__DESCRIPTION OF THE TASK__.
Give the entries below again, word for word, and leave out the images.

[Dataset entries]
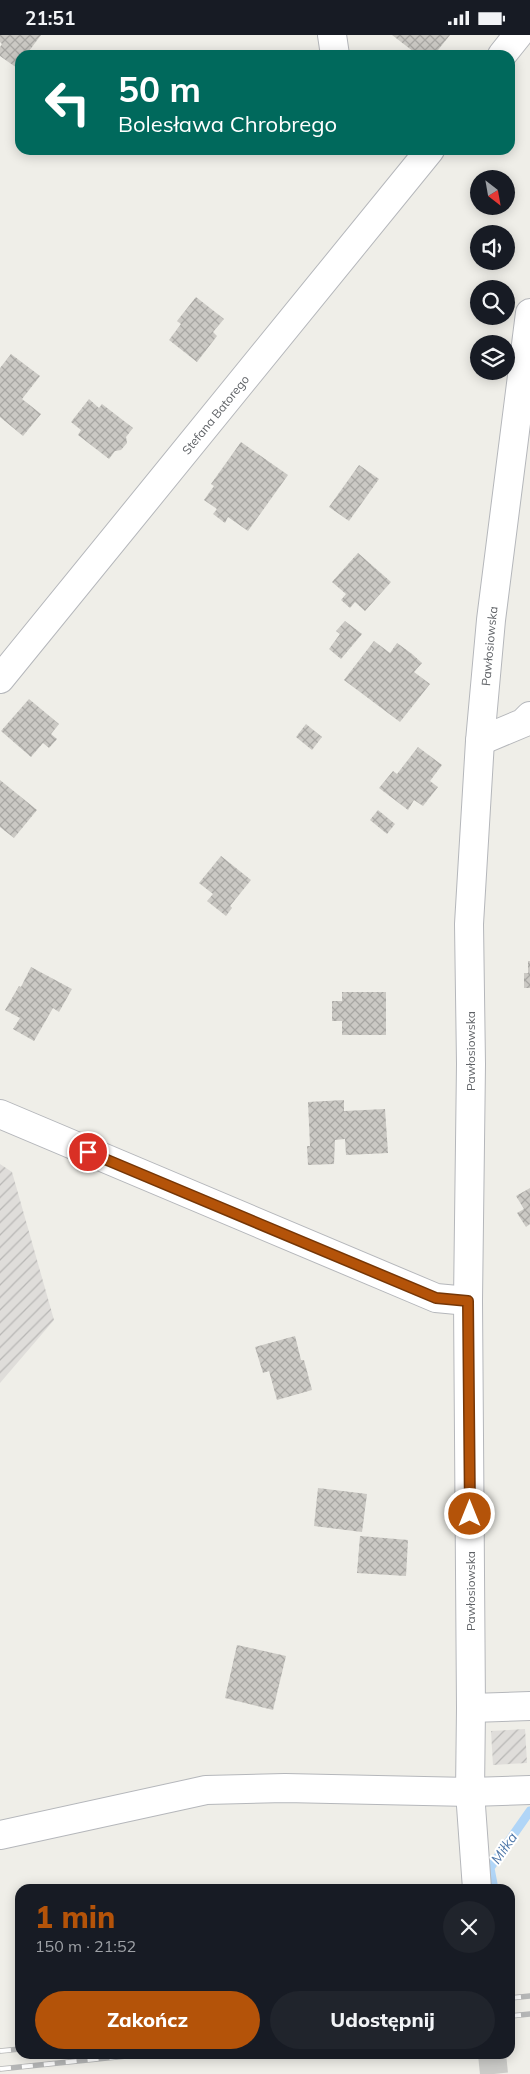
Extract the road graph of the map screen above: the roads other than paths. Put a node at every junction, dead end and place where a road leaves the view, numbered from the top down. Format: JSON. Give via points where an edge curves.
{"nodes":[{"id":1,"x":332,"y":35,"type":"edge"},
{"id":2,"x":518,"y":35,"type":"edge"},
{"id":3,"x":334,"y":50,"type":"edge"},
{"id":4,"x":506,"y":50,"type":"edge"},
{"id":5,"x":426,"y":155,"type":"edge"},
{"id":6,"x":530,"y":313,"type":"edge"},
{"id":7,"x":0,"y":679,"type":"edge"},
{"id":8,"x":530,"y":715,"type":"edge"},
{"id":9,"x":480,"y":741,"type":"junction"},
{"id":10,"x":0,"y":1114,"type":"edge"},
{"id":11,"x":468,"y":1301,"type":"junction"},
{"id":12,"x":530,"y":1706,"type":"edge"},
{"id":13,"x":472,"y":1708,"type":"junction"},
{"id":14,"x":530,"y":1790,"type":"edge"},
{"id":15,"x":470,"y":1792,"type":"junction"},
{"id":16,"x":0,"y":1835,"type":"edge"},
{"id":17,"x":477,"y":1884,"type":"edge"}],
"edges":[{"from":1,"to":3,"type":"street"},
{"from":2,"to":4,"type":"street"},
{"from":5,"to":7,"type":"street","name":"Stefana Batorego"},
{"from":6,"to":9,"type":"street","name":"Pawłosiowska","via":[[491,620]]},
{"from":8,"to":9,"type":"street","via":[[523,723]]},
{"from":9,"to":11,"type":"street","name":"Pawłosiowska","via":[[469,924]]},
{"from":10,"to":11,"type":"street","via":[[436,1298]]},
{"from":11,"to":13,"type":"street","name":"Pawłosiowska"},
{"from":12,"to":13,"type":"street"},
{"from":13,"to":15,"type":"street","name":"Pawłosiowska"},
{"from":14,"to":15,"type":"street"},
{"from":15,"to":16,"type":"street","via":[[286,1788],[206,1790]]},
{"from":15,"to":17,"type":"street","name":"Pawłosiowska"}]}
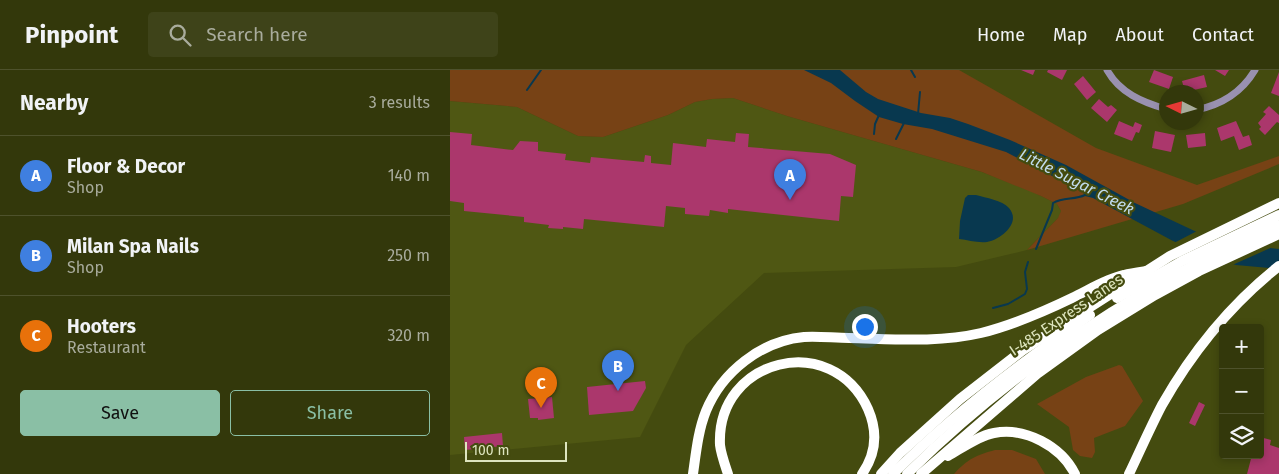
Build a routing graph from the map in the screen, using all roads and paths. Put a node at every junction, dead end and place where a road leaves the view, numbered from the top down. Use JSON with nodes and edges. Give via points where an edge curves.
{"nodes":[{"id":1,"x":1107,"y":70,"type":"edge"},
{"id":2,"x":1256,"y":70,"type":"edge"},
{"id":3,"x":1159,"y":107,"type":"edge"},
{"id":4,"x":1204,"y":108,"type":"edge"},
{"id":5,"x":1279,"y":203,"type":"edge"},
{"id":6,"x":1279,"y":215,"type":"edge"},
{"id":7,"x":1278,"y":228,"type":"edge"},
{"id":8,"x":1184,"y":265,"type":"junction"},
{"id":9,"x":1279,"y":266,"type":"edge"},
{"id":10,"x":1146,"y":271,"type":"junction"},
{"id":11,"x":695,"y":457,"type":"junction"},
{"id":12,"x":924,"y":470,"type":"edge"},
{"id":13,"x":688,"y":474,"type":"edge"},
{"id":14,"x":693,"y":474,"type":"edge"},
{"id":15,"x":728,"y":474,"type":"edge"},
{"id":16,"x":862,"y":474,"type":"edge"},
{"id":17,"x":880,"y":474,"type":"edge"},
{"id":18,"x":893,"y":474,"type":"edge"},
{"id":19,"x":907,"y":474,"type":"edge"},
{"id":20,"x":1075,"y":474,"type":"edge"},
{"id":21,"x":1128,"y":474,"type":"edge"}],
"edges":[{"from":1,"to":3,"type":"street","via":[[1129,94]]},
{"from":2,"to":4,"type":"street","via":[[1229,98]]},
{"from":5,"to":10,"type":"highway"},
{"from":6,"to":8,"type":"highway","name":"I-485 Express Lanes"},
{"from":7,"to":8,"type":"highway","name":"I-485 Express Lanes"},
{"from":7,"to":12,"type":"highway","via":[[1098,330],[1037,374]]},
{"from":8,"to":18,"type":"highway","name":"I-485 Express Lanes","via":[[1126,292],[1032,355],[952,420]]},
{"from":8,"to":19,"type":"highway","name":"I-485 Express Lanes","via":[[1023,374]]},
{"from":9,"to":21,"type":"highway","via":[[1212,332],[1184,370]]},
{"from":10,"to":11,"type":"highway","via":[[1123,275],[1039,313],[981,333],[910,340],[806,337],[774,345],[739,366],[717,390],[706,412]]},
{"from":10,"to":17,"type":"highway","via":[[1023,350],[960,399]]},
{"from":11,"to":13,"type":"highway"},
{"from":11,"to":14,"type":"highway"},
{"from":12,"to":20,"type":"highway","via":[[982,437],[1012,433],[1034,438],[1055,449]]},
{"from":15,"to":16,"type":"highway","via":[[720,447],[720,431],[732,397],[750,378],[766,368],[788,362],[805,362],[826,368],[846,379],[866,404],[875,445]]}]}
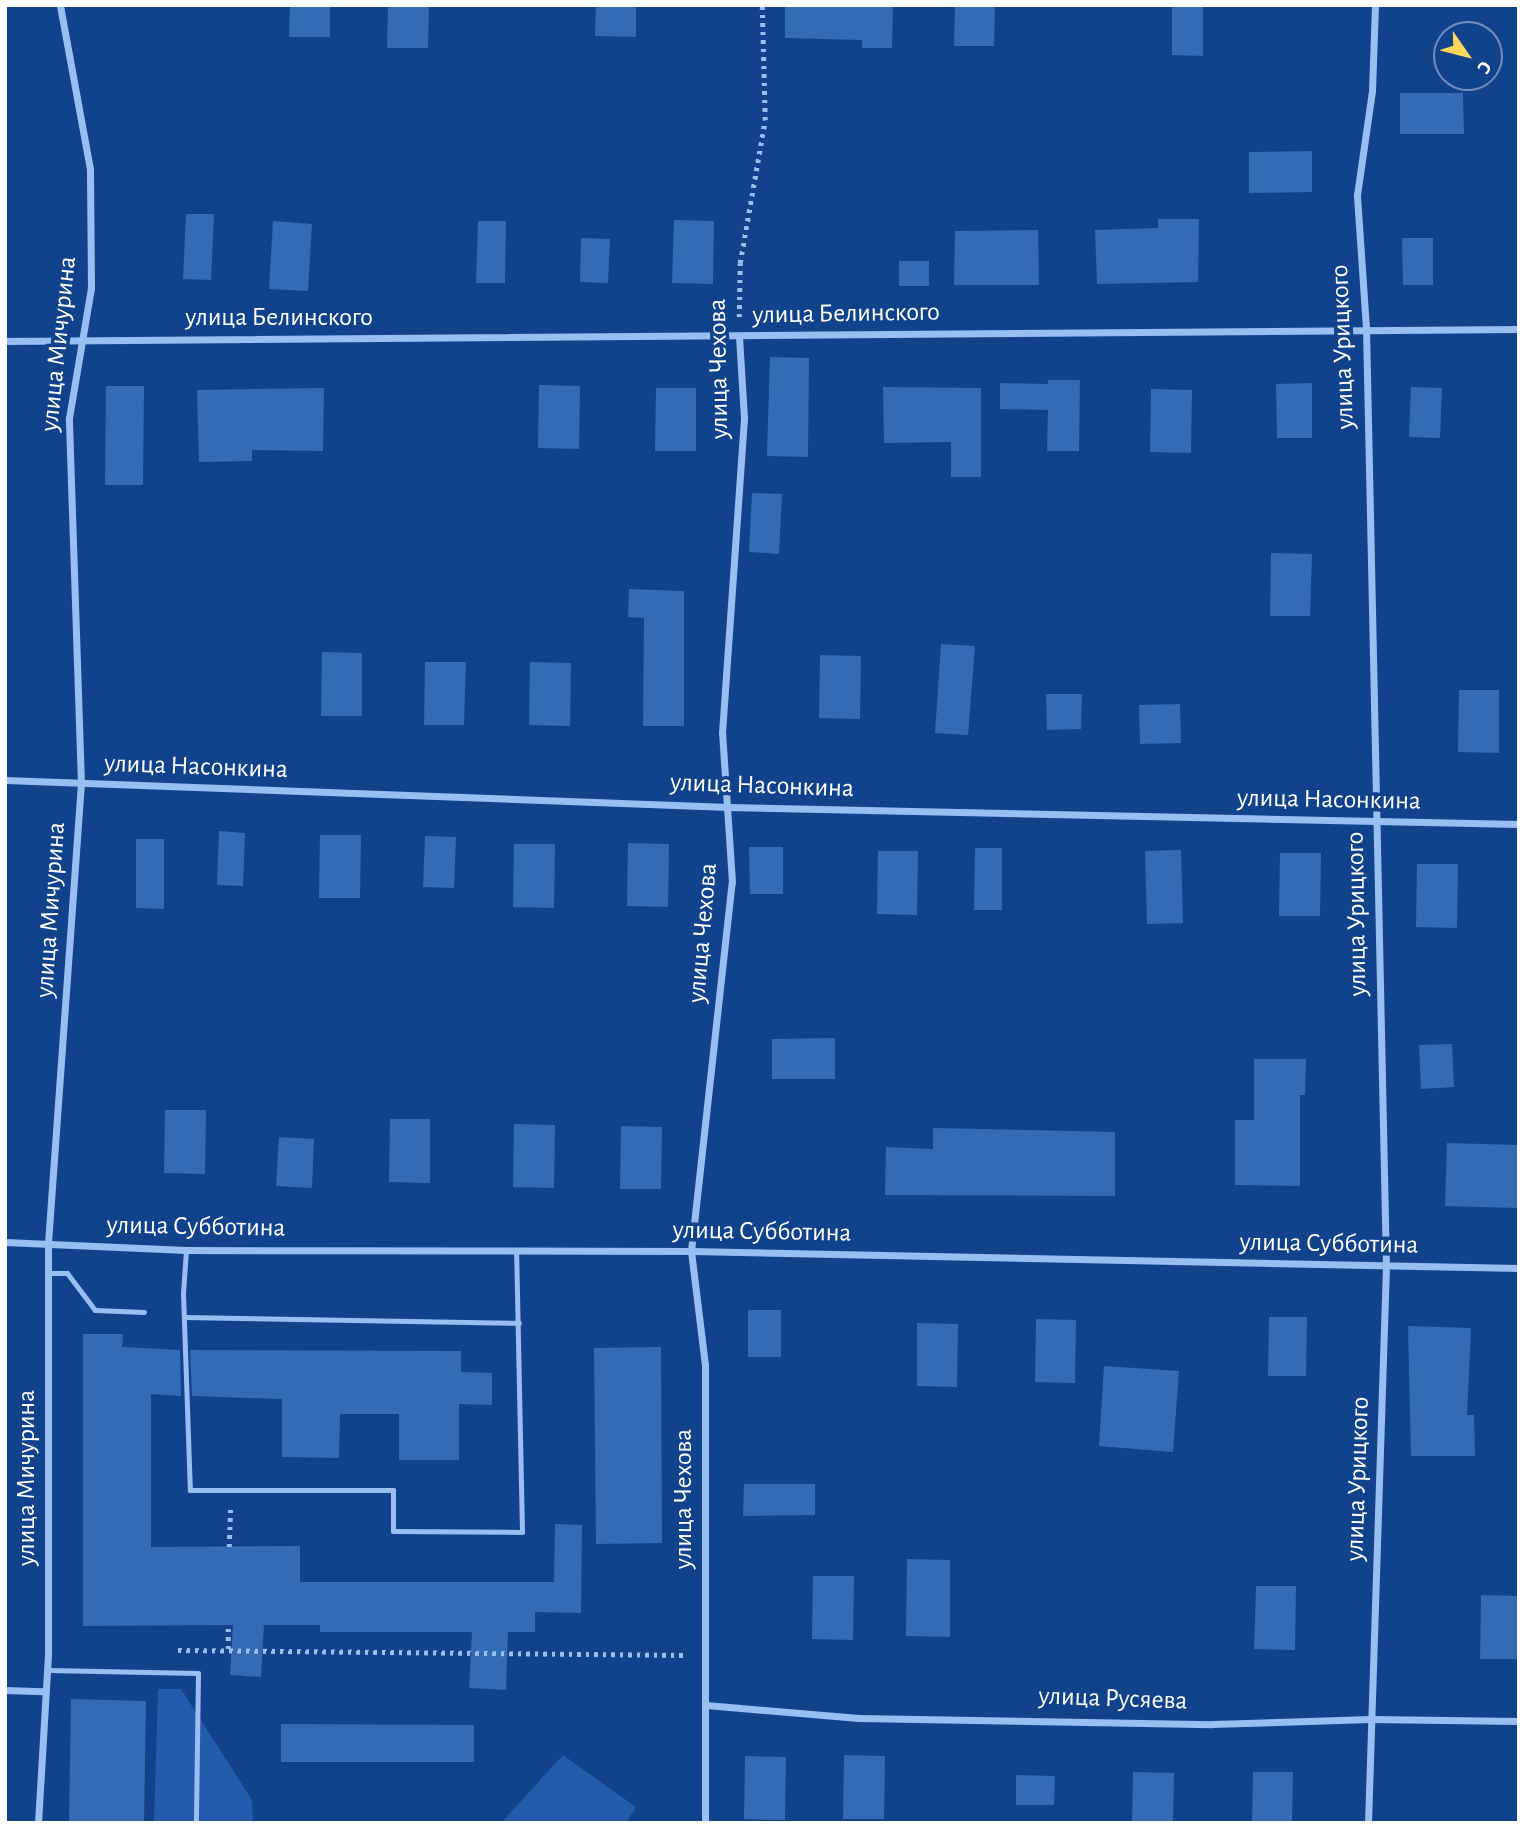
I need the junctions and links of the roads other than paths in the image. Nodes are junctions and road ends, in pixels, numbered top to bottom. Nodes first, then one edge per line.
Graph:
1 (60, 5) edge
2 (1375, 5) edge
3 (1366, 328) junction
4 (1519, 329) edge
5 (739, 337) junction
6 (5, 341) edge
7 (82, 341) junction
8 (5, 780) edge
9 (81, 784) junction
10 (727, 807) junction
11 (1376, 823) junction
12 (1519, 824) edge
13 (5, 1242) edge
14 (48, 1243) junction
15 (186, 1250) junction
16 (691, 1251) junction
17 (516, 1252) junction
18 (1386, 1267) junction
19 (1519, 1268) edge
20 (48, 1273) junction
21 (144, 1312) dead end
22 (184, 1317) junction
23 (519, 1323) junction
24 (45, 1670) junction
25 (5, 1690) edge
26 (43, 1691) junction
27 (706, 1705) junction
28 (1370, 1718) junction
29 (1519, 1721) edge
30 (38, 1823) edge
31 (196, 1823) edge
32 (705, 1823) edge
33 (1368, 1823) edge

1 - 7 street, улица Мичурина
2 - 3 street, улица Урицкого
3 - 4 street, улица Белинского
3 - 5 street, улица Белинского
3 - 11 street, улица Урицкого
5 - 7 street, улица Белинского
5 - 10 street, улица Чехова
6 - 7 street, улица Белинского
7 - 9 street, улица Мичурина
8 - 9 street, улица Насонкина
9 - 10 street, улица Насонкина
9 - 14 street, улица Мичурина
10 - 11 street, улица Насонкина
10 - 16 street, улица Чехова
11 - 12 street, улица Насонкина
11 - 18 street, улица Урицкого
13 - 14 street, улица Субботина
14 - 15 street, улица Субботина
14 - 20 street, улица Мичурина
15 - 17 street, улица Субботина
15 - 22 lane
16 - 17 street, улица Субботина
16 - 18 street, улица Субботина
16 - 27 street, улица Чехова
17 - 23 lane
18 - 19 street, улица Субботина
18 - 28 street, улица Урицкого
20 - 21 lane
20 - 24 street, улица Мичурина
22 - 23 lane
22 - 23 lane
24 - 26 street, улица Мичурина
24 - 31 lane
25 - 26 street
26 - 30 street, улица Мичурина
27 - 28 street, улица Русяева
27 - 32 street, улица Чехова
28 - 29 street, улица Русяева
28 - 33 street, улица Урицкого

__TASK ANSWER__.
Extract the road graph of the map screen above: the roads other than paths. Put a node at every junction, dead end and place where a road leaves the view, numbered from the top down. Format: JSON. Give via points where an edge curves.
{"nodes":[{"id":1,"x":332,"y":35,"type":"edge"},
{"id":2,"x":518,"y":35,"type":"edge"},
{"id":3,"x":334,"y":50,"type":"edge"},
{"id":4,"x":506,"y":50,"type":"edge"},
{"id":5,"x":426,"y":155,"type":"edge"},
{"id":6,"x":530,"y":313,"type":"edge"},
{"id":7,"x":0,"y":679,"type":"edge"},
{"id":8,"x":530,"y":715,"type":"edge"},
{"id":9,"x":480,"y":741,"type":"junction"},
{"id":10,"x":0,"y":1114,"type":"edge"},
{"id":11,"x":468,"y":1301,"type":"junction"},
{"id":12,"x":530,"y":1706,"type":"edge"},
{"id":13,"x":472,"y":1708,"type":"junction"},
{"id":14,"x":530,"y":1790,"type":"edge"},
{"id":15,"x":470,"y":1792,"type":"junction"},
{"id":16,"x":0,"y":1835,"type":"edge"},
{"id":17,"x":477,"y":1884,"type":"edge"}],
"edges":[{"from":1,"to":3,"type":"street"},
{"from":2,"to":4,"type":"street"},
{"from":5,"to":7,"type":"street","name":"Stefana Batorego"},
{"from":6,"to":9,"type":"street","name":"Pawłosiowska","via":[[491,620]]},
{"from":8,"to":9,"type":"street","via":[[523,723]]},
{"from":9,"to":11,"type":"street","name":"Pawłosiowska","via":[[469,924]]},
{"from":10,"to":11,"type":"street","via":[[436,1298]]},
{"from":11,"to":13,"type":"street","name":"Pawłosiowska"},
{"from":12,"to":13,"type":"street"},
{"from":13,"to":15,"type":"street","name":"Pawłosiowska"},
{"from":14,"to":15,"type":"street"},
{"from":15,"to":16,"type":"street","via":[[286,1788],[206,1790]]},
{"from":15,"to":17,"type":"street","name":"Pawłosiowska"}]}
Build a routing graph from the map in the screen, using all roads and paths. Put a node at every junction, dead end and place where a road leaves the view, numbered from the top down. Use JSON with nodes and edges. Give via points where an edge curves.
{"nodes":[{"id":1,"x":1107,"y":70,"type":"edge"},
{"id":2,"x":1256,"y":70,"type":"edge"},
{"id":3,"x":1159,"y":107,"type":"edge"},
{"id":4,"x":1204,"y":108,"type":"edge"},
{"id":5,"x":1279,"y":203,"type":"edge"},
{"id":6,"x":1279,"y":215,"type":"edge"},
{"id":7,"x":1278,"y":228,"type":"edge"},
{"id":8,"x":1184,"y":265,"type":"junction"},
{"id":9,"x":1279,"y":266,"type":"edge"},
{"id":10,"x":1146,"y":271,"type":"junction"},
{"id":11,"x":695,"y":457,"type":"junction"},
{"id":12,"x":924,"y":470,"type":"edge"},
{"id":13,"x":688,"y":474,"type":"edge"},
{"id":14,"x":693,"y":474,"type":"edge"},
{"id":15,"x":728,"y":474,"type":"edge"},
{"id":16,"x":862,"y":474,"type":"edge"},
{"id":17,"x":880,"y":474,"type":"edge"},
{"id":18,"x":893,"y":474,"type":"edge"},
{"id":19,"x":907,"y":474,"type":"edge"},
{"id":20,"x":1075,"y":474,"type":"edge"},
{"id":21,"x":1128,"y":474,"type":"edge"}],
"edges":[{"from":1,"to":3,"type":"street","via":[[1129,94]]},
{"from":2,"to":4,"type":"street","via":[[1229,98]]},
{"from":5,"to":10,"type":"highway"},
{"from":6,"to":8,"type":"highway","name":"I-485 Express Lanes"},
{"from":7,"to":8,"type":"highway","name":"I-485 Express Lanes"},
{"from":7,"to":12,"type":"highway","via":[[1098,330],[1037,374]]},
{"from":8,"to":18,"type":"highway","name":"I-485 Express Lanes","via":[[1126,292],[1032,355],[952,420]]},
{"from":8,"to":19,"type":"highway","name":"I-485 Express Lanes","via":[[1023,374]]},
{"from":9,"to":21,"type":"highway","via":[[1212,332],[1184,370]]},
{"from":10,"to":11,"type":"highway","via":[[1123,275],[1039,313],[981,333],[910,340],[806,337],[774,345],[739,366],[717,390],[706,412]]},
{"from":10,"to":17,"type":"highway","via":[[1023,350],[960,399]]},
{"from":11,"to":13,"type":"highway"},
{"from":11,"to":14,"type":"highway"},
{"from":12,"to":20,"type":"highway","via":[[982,437],[1012,433],[1034,438],[1055,449]]},
{"from":15,"to":16,"type":"highway","via":[[720,447],[720,431],[732,397],[750,378],[766,368],[788,362],[805,362],[826,368],[846,379],[866,404],[875,445]]}]}
I need the junctions and links of the roads other than paths in the image. Nodes are junctions and road ends, in pixels, numbered top to bottom. Nodes first, then one edge per line.
Graph:
1 (60, 5) edge
2 (1375, 5) edge
3 (1366, 328) junction
4 (1519, 329) edge
5 (739, 337) junction
6 (5, 341) edge
7 (82, 341) junction
8 (5, 780) edge
9 (81, 784) junction
10 (727, 807) junction
11 (1376, 823) junction
12 (1519, 824) edge
13 (5, 1242) edge
14 (48, 1243) junction
15 (186, 1250) junction
16 (691, 1251) junction
17 (516, 1252) junction
18 (1386, 1267) junction
19 (1519, 1268) edge
20 (48, 1273) junction
21 (144, 1312) dead end
22 (184, 1317) junction
23 (519, 1323) junction
24 (45, 1670) junction
25 (5, 1690) edge
26 (43, 1691) junction
27 (706, 1705) junction
28 (1370, 1718) junction
29 (1519, 1721) edge
30 (38, 1823) edge
31 (196, 1823) edge
32 (705, 1823) edge
33 (1368, 1823) edge

1 - 7 street, улица Мичурина
2 - 3 street, улица Урицкого
3 - 4 street, улица Белинского
3 - 5 street, улица Белинского
3 - 11 street, улица Урицкого
5 - 7 street, улица Белинского
5 - 10 street, улица Чехова
6 - 7 street, улица Белинского
7 - 9 street, улица Мичурина
8 - 9 street, улица Насонкина
9 - 10 street, улица Насонкина
9 - 14 street, улица Мичурина
10 - 11 street, улица Насонкина
10 - 16 street, улица Чехова
11 - 12 street, улица Насонкина
11 - 18 street, улица Урицкого
13 - 14 street, улица Субботина
14 - 15 street, улица Субботина
14 - 20 street, улица Мичурина
15 - 17 street, улица Субботина
15 - 22 lane
16 - 17 street, улица Субботина
16 - 18 street, улица Субботина
16 - 27 street, улица Чехова
17 - 23 lane
18 - 19 street, улица Субботина
18 - 28 street, улица Урицкого
20 - 21 lane
20 - 24 street, улица Мичурина
22 - 23 lane
22 - 23 lane
24 - 26 street, улица Мичурина
24 - 31 lane
25 - 26 street
26 - 30 street, улица Мичурина
27 - 28 street, улица Русяева
27 - 32 street, улица Чехова
28 - 29 street, улица Русяева
28 - 33 street, улица Урицкого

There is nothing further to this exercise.